TWENTY-seven Nigerian ladies who are mostly victims of sex trafficking are currently being held in an Italian prison and risk deportation, investigation has revealed.
A visit by Reuters to the open-female section of the Ponte Galeria Centre, where the Nigerians were being detained, showed that many of them awaited response to their requests for asylum.
This came on the heels of the decision of the Italian government to open new detention centres towards speeding up deportation of illegal migrants.
One of the ladies, Isoke Edionwer, a 28-year-old Nigerian, said she was a prostitute for five years, but two years ago, she paid off her debt and lived in Naples until she was brought to the centre a few weeks ago.
“I am a changed person. I am no longer a prostitute,” she said.

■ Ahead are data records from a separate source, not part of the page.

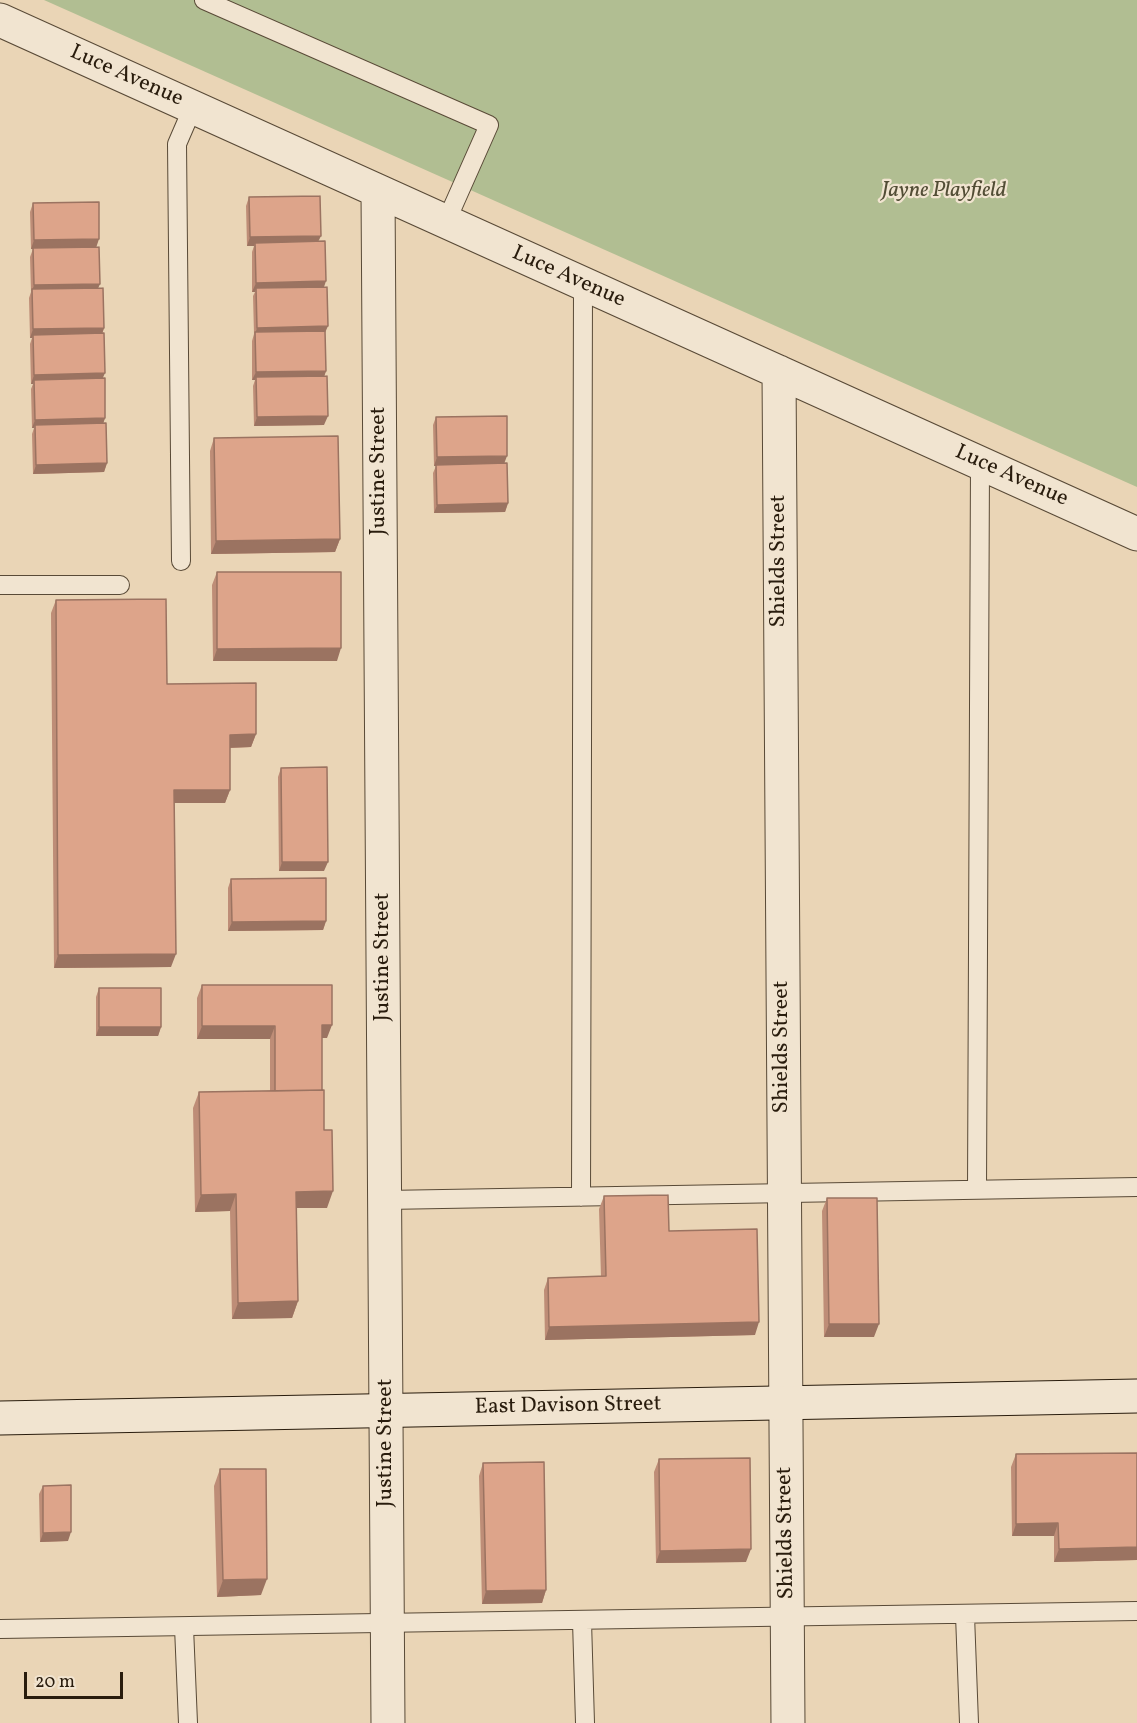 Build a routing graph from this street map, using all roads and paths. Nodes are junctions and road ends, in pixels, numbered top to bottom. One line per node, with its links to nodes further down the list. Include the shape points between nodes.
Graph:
1 (204, 0): 5 (lane, via 489,125)
2 (0, 20): 3 (street, Luce Avenue)
3 (193, 108): 4 (street, Luce Avenue); 10 (lane, via 177,144)
4 (378, 191): 5 (street, Luce Avenue); 17 (street, Justine Street)
5 (446, 222): 6 (street, Luce Avenue)
6 (583, 285): 7 (street, Luce Avenue); 16 (lane)
7 (779, 372): 8 (street, Luce Avenue); 15 (street, Shields Street)
8 (980, 463): 9 (street, Luce Avenue); 14 (lane)
9 (1137, 534)
10 (181, 561)
11 (0, 585): 12 (lane)
12 (120, 585)
13 (1137, 1187): 14 (lane)
14 (977, 1190): 15 (lane)
15 (784, 1193): 16 (lane); 19 (street, Shields Street)
16 (581, 1197): 17 (lane)
17 (385, 1200): 20 (street, Justine Street)
18 (1137, 1396): 19 (street, East Davison Street)
19 (785, 1403): 20 (street, East Davison Street); 24 (street, Shields Street)
20 (387, 1410): 21 (street, East Davison Street); 26 (street, Justine Street)
21 (0, 1418)
22 (1137, 1611): 23 (lane)
23 (965, 1615): 24 (lane); 33 (lane)
24 (788, 1617): 25 (lane); 32 (street, Shields Street)
25 (582, 1621): 26 (lane); 31 (lane)
26 (388, 1623): 27 (lane); 30 (street, Justine Street)
27 (184, 1627): 28 (lane); 29 (lane)
28 (0, 1629)
29 (188, 1723)
30 (388, 1723)
31 (585, 1723)
32 (788, 1723)
33 (969, 1723)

Another Nigerian, Happy Idahosa, 20, was picked up by police in the city of Perugia on New Year’s eve and sent to Ponte Galeria.
“I didn’t do anything wrong. I came to Italy because there is peace and freedom here and I want to stay,” Idahosa said.

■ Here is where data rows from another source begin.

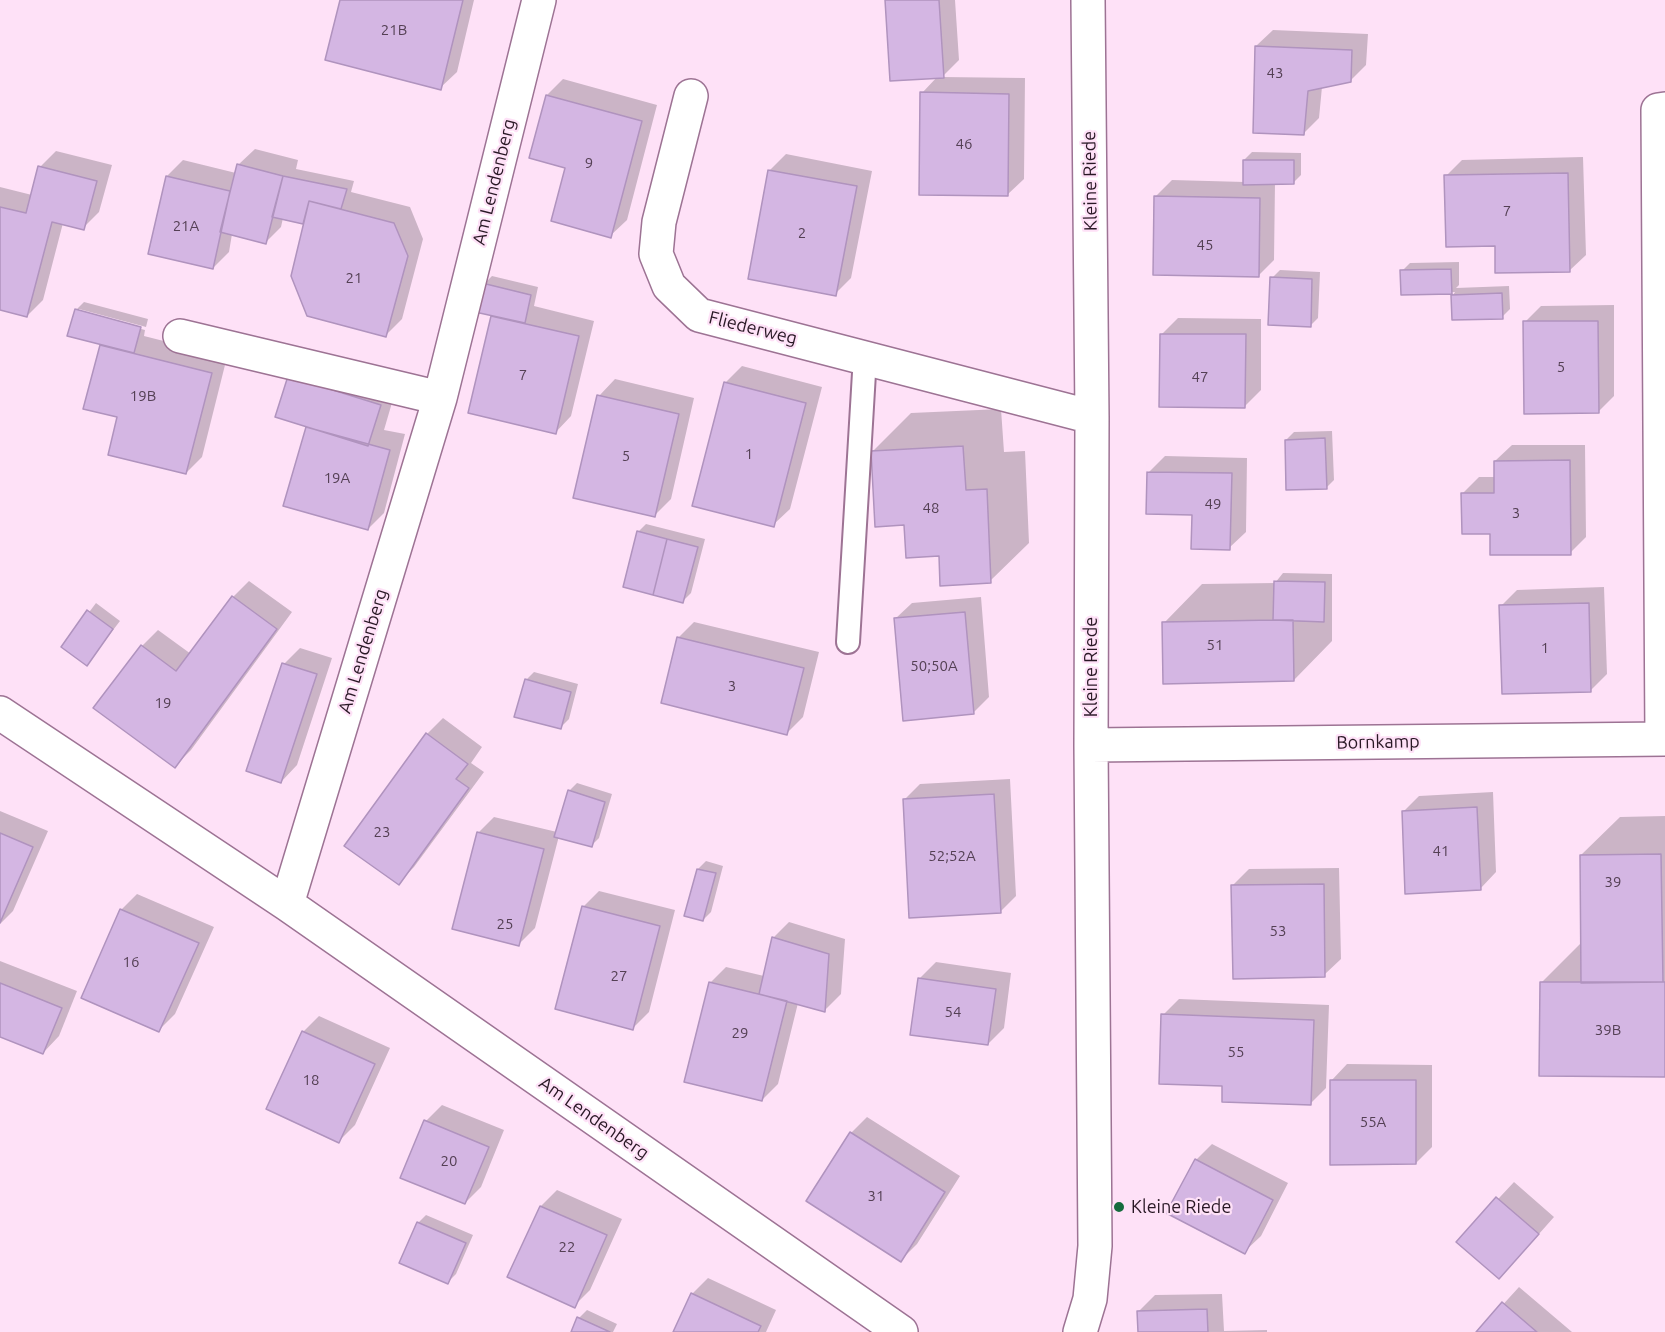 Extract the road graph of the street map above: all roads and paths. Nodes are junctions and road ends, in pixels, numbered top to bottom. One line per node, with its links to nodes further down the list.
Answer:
1 (539, 0): 7 (street, Am Lendenberg)
2 (1088, 0): 8 (street, Kleine Riede)
3 (691, 96): 6 (street, Fliederweg)
4 (1665, 109): 11 (street)
5 (180, 336): 7 (street)
6 (865, 356): 8 (street, Fliederweg); 9 (lane)
7 (440, 398): 13 (street, Am Lendenberg)
8 (1092, 417): 12 (street, Kleine Riede)
9 (848, 642)
10 (0, 713): 13 (street, Am Lendenberg)
11 (1664, 739): 12 (street, Bornkamp)
12 (1091, 746): 15 (street, Kleine Riede)
13 (287, 904): 14 (street, Am Lendenberg)
14 (901, 1332)
15 (1080, 1332)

Officials of the Italian government had disclosed that about 50 per cent of persons held in the new centres were likely to be deported, while others, who either could not be identified or accepted by their countries of origin might be released.
Interior Minister, Marco Minniti, noted that migrants were being detained to stop them from escaping before they were sent to their countries of origin.
Protests and difficulty identifying migrants had led to the closure of similar centres over the past few years, but on Tuesday, the Interior Ministry asked regional governments to provide a total of 1,600 beds in such centres.
Plans of the state government to hold migrants, it was learnt, included reopening of another detention centre for men at Ponte Galeria, which was destroyed by interned migrants in 2015.
Mass migrant arrivals by sea are putting Italy under increasing pressure. It is up almost 40 per cent this year after a record 181,000 who came in 2016 and more than 175,000 are being housed in shelters for asylum seekers.
Senator Luigi Manconi of the ruling Democratic Party said the new style detention centres had been phased out previously because officials working there had failed to determine the real identity and nationality of most migrants for deportation.
“If they did not work before, the solution is not to create a bunch of new ones,” he told Reuters outside the Ponte Galeria centre’s gate, which is guarded by soldiers and police.
In particular, victims of sex trafficking should be helped, not locked up, Manconi said.
“Why aren’t they being protected? Are they a threat to the state? No!”
Between 45 and 50 per cent of those held in the new centres were likely to be deported, officials said.
Others either cannot be identified or are not accepted by their countries of origin and must be released.
Some 4,000 were deported in 2015, but there are no official number yet for 2016.